[Dataset items]
★ ★ ★ ★ ★

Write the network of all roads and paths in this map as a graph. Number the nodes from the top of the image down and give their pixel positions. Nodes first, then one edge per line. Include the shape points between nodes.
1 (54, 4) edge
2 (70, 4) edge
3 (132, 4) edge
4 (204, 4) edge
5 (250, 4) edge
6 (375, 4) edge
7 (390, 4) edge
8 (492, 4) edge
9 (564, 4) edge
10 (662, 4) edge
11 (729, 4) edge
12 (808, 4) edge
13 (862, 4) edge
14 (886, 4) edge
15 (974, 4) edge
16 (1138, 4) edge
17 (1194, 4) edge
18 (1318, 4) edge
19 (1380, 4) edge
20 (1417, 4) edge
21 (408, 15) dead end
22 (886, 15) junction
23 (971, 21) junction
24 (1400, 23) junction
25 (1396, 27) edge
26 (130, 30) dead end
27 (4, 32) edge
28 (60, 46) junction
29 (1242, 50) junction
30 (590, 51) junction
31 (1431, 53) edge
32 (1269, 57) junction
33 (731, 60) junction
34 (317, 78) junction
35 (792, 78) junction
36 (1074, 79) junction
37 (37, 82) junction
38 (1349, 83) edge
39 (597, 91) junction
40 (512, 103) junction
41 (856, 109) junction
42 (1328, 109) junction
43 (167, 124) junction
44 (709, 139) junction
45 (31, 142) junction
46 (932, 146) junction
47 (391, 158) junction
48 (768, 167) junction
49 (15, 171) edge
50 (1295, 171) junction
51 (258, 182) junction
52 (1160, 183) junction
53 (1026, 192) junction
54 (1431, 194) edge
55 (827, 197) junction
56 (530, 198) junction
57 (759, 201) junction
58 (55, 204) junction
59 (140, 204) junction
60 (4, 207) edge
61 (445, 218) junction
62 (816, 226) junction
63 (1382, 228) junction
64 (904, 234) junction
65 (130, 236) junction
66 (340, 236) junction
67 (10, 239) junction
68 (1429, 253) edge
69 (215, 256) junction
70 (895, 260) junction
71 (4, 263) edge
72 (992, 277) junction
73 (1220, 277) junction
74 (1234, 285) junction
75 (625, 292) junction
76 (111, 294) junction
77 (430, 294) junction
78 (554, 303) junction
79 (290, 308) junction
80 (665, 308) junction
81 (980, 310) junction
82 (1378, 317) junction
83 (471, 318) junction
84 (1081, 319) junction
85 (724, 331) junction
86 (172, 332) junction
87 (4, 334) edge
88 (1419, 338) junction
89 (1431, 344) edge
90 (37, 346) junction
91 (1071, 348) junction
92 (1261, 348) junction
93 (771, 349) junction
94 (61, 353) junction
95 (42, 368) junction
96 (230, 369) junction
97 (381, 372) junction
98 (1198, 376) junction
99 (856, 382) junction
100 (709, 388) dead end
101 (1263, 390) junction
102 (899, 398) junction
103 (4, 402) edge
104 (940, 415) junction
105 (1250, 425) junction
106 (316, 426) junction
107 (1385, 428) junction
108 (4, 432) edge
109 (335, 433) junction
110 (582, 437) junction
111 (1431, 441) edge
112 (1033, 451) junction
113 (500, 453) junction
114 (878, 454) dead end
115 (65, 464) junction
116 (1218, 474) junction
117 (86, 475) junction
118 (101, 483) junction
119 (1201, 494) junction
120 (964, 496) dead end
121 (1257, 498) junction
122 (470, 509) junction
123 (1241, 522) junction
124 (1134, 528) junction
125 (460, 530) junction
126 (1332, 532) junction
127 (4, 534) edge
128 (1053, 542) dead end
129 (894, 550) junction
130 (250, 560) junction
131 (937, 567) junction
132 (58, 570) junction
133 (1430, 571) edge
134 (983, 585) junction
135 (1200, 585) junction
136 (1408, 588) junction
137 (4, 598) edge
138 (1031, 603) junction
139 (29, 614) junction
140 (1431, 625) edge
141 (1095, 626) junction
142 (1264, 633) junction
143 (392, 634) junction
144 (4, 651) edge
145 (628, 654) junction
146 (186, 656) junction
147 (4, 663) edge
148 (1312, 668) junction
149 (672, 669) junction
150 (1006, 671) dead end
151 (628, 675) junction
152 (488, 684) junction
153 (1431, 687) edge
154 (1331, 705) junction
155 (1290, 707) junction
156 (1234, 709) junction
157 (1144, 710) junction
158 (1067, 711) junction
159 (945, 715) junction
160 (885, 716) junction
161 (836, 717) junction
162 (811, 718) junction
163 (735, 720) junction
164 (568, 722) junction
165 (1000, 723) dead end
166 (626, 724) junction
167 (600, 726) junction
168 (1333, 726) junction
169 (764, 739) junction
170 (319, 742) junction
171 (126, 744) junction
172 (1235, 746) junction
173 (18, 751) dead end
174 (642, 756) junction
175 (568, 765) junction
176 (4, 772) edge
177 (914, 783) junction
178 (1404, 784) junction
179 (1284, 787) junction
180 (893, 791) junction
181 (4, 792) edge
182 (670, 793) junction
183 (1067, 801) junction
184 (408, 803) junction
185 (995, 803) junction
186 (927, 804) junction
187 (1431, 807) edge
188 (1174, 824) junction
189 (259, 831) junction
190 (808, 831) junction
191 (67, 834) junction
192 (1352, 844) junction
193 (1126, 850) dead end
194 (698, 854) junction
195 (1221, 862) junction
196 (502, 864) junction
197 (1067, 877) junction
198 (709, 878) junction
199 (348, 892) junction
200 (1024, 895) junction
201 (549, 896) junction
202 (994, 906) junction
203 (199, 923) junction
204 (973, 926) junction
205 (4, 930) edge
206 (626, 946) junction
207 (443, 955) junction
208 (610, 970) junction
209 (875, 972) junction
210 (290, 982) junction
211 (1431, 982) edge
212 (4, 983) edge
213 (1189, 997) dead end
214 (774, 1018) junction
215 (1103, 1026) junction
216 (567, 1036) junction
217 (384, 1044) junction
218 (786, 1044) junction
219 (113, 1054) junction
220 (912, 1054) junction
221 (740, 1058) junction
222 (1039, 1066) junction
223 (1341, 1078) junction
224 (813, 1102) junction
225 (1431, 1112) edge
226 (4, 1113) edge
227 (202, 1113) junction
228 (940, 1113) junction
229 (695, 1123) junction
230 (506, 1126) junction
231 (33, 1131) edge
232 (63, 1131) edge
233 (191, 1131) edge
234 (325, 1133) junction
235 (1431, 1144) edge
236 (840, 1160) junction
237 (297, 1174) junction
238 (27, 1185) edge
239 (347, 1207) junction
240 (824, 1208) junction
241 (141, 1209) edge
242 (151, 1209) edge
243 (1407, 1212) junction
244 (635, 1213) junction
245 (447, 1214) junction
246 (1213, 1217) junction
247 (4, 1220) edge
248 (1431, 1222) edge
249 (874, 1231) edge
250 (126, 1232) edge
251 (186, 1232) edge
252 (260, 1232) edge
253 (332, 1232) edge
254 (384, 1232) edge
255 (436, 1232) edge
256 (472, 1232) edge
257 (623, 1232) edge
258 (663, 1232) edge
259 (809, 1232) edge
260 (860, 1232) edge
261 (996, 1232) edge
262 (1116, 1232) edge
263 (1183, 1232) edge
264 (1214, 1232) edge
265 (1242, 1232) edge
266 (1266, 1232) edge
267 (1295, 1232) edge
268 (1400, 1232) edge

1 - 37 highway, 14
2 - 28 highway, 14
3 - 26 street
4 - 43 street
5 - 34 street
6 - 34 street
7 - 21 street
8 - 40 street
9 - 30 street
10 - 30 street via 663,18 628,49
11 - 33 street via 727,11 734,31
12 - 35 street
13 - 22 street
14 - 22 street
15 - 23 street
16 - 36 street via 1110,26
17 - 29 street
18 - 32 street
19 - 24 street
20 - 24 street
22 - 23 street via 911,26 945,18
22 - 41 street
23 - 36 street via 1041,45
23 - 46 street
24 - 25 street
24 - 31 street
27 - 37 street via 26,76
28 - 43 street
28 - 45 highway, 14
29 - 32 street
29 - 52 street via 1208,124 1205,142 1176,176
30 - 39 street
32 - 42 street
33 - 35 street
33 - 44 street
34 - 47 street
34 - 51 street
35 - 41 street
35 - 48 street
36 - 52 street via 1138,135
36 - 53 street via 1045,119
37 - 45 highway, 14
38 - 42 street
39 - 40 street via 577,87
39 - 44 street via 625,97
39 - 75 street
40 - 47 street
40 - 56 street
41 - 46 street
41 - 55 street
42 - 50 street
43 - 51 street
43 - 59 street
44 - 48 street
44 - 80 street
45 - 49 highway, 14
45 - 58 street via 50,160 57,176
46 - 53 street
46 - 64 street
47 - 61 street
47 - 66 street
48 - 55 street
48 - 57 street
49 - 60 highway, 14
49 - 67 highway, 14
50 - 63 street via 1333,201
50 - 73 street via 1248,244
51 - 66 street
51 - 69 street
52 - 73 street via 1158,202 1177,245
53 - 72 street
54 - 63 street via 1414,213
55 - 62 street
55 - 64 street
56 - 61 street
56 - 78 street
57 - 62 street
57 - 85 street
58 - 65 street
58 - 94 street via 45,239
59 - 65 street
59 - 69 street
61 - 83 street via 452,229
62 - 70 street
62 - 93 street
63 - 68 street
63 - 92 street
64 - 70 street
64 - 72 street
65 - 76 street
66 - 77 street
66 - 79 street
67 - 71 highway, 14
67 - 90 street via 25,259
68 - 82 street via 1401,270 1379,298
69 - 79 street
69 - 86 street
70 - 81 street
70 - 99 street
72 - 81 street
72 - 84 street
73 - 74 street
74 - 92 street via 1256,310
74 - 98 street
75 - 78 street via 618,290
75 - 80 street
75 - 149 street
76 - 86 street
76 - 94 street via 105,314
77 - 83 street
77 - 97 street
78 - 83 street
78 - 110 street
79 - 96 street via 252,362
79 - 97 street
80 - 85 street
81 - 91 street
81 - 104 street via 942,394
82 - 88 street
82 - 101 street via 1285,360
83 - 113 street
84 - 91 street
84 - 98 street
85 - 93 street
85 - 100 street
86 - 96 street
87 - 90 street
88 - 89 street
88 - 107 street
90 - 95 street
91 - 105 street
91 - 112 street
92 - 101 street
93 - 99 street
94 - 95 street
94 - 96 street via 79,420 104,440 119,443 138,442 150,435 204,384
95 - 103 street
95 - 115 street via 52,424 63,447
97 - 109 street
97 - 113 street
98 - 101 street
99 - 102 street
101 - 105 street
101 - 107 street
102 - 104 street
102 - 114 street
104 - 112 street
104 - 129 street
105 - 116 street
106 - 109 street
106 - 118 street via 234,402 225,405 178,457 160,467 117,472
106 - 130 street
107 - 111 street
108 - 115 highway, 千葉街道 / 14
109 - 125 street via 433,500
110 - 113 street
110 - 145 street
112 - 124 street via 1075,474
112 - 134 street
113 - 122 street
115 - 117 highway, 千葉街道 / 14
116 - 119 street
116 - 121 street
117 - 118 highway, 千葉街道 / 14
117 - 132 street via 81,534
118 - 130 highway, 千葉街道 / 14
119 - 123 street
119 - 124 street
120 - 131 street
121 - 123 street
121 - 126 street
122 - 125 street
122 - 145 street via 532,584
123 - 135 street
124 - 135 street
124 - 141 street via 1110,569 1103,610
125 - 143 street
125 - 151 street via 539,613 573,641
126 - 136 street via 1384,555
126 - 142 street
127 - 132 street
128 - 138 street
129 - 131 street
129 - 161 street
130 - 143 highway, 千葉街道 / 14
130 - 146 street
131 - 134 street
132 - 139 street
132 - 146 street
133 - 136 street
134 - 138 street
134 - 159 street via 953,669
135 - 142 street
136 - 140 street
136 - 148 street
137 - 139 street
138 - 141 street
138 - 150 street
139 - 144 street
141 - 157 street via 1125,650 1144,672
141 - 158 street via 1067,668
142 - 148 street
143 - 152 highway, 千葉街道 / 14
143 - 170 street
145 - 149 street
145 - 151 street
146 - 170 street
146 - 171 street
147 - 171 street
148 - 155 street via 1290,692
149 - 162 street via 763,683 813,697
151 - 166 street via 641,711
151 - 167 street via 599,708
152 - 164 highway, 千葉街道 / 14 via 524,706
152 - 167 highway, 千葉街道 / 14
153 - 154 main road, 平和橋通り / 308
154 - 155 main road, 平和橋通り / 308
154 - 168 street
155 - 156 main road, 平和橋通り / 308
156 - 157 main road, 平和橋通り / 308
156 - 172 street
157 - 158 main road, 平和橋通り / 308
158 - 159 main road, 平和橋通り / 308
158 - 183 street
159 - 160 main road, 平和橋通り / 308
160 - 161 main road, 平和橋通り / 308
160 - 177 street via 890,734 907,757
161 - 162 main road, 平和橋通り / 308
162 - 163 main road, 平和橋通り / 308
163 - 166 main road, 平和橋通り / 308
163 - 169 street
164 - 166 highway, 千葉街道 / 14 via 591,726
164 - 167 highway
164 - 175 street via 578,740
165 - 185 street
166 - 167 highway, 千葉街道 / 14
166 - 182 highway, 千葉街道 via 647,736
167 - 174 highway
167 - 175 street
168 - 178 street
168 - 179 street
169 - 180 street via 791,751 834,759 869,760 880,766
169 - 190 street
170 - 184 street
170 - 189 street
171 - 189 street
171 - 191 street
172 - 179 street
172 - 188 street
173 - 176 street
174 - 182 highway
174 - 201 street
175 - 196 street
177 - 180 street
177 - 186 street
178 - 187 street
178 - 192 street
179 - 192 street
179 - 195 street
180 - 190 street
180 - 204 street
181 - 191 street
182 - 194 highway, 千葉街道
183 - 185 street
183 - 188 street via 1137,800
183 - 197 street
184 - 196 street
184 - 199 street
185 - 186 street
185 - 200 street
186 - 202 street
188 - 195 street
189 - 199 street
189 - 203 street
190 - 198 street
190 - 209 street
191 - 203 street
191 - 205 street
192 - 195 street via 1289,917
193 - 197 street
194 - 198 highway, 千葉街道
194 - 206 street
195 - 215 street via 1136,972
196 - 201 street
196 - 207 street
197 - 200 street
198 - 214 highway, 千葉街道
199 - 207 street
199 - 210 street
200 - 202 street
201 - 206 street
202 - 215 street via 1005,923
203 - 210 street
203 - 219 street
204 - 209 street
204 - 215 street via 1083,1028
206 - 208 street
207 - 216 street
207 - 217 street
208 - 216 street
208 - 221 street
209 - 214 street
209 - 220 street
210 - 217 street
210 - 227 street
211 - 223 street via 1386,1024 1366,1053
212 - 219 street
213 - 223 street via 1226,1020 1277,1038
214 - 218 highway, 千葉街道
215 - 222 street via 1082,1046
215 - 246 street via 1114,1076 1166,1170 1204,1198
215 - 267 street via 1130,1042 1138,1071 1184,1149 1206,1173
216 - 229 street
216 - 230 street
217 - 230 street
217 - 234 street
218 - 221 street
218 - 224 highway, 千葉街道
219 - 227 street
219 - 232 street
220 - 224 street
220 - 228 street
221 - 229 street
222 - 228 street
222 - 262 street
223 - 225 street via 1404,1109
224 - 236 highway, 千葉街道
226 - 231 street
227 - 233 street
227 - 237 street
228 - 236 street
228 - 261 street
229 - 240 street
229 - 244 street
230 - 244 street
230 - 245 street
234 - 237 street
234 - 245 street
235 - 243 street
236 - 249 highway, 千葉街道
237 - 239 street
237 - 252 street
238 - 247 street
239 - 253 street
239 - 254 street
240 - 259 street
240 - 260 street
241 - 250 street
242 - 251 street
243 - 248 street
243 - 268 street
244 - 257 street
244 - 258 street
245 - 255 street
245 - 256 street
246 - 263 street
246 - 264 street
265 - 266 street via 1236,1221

★ ★ ★ ★ ★

* **Requirement**:
When a line of the records includes "dead", that line belongs in the answer.

* **Written answer**:
21 (408, 15) dead end
26 (130, 30) dead end
100 (709, 388) dead end
114 (878, 454) dead end
120 (964, 496) dead end
128 (1053, 542) dead end
150 (1006, 671) dead end
165 (1000, 723) dead end
173 (18, 751) dead end
193 (1126, 850) dead end
213 (1189, 997) dead end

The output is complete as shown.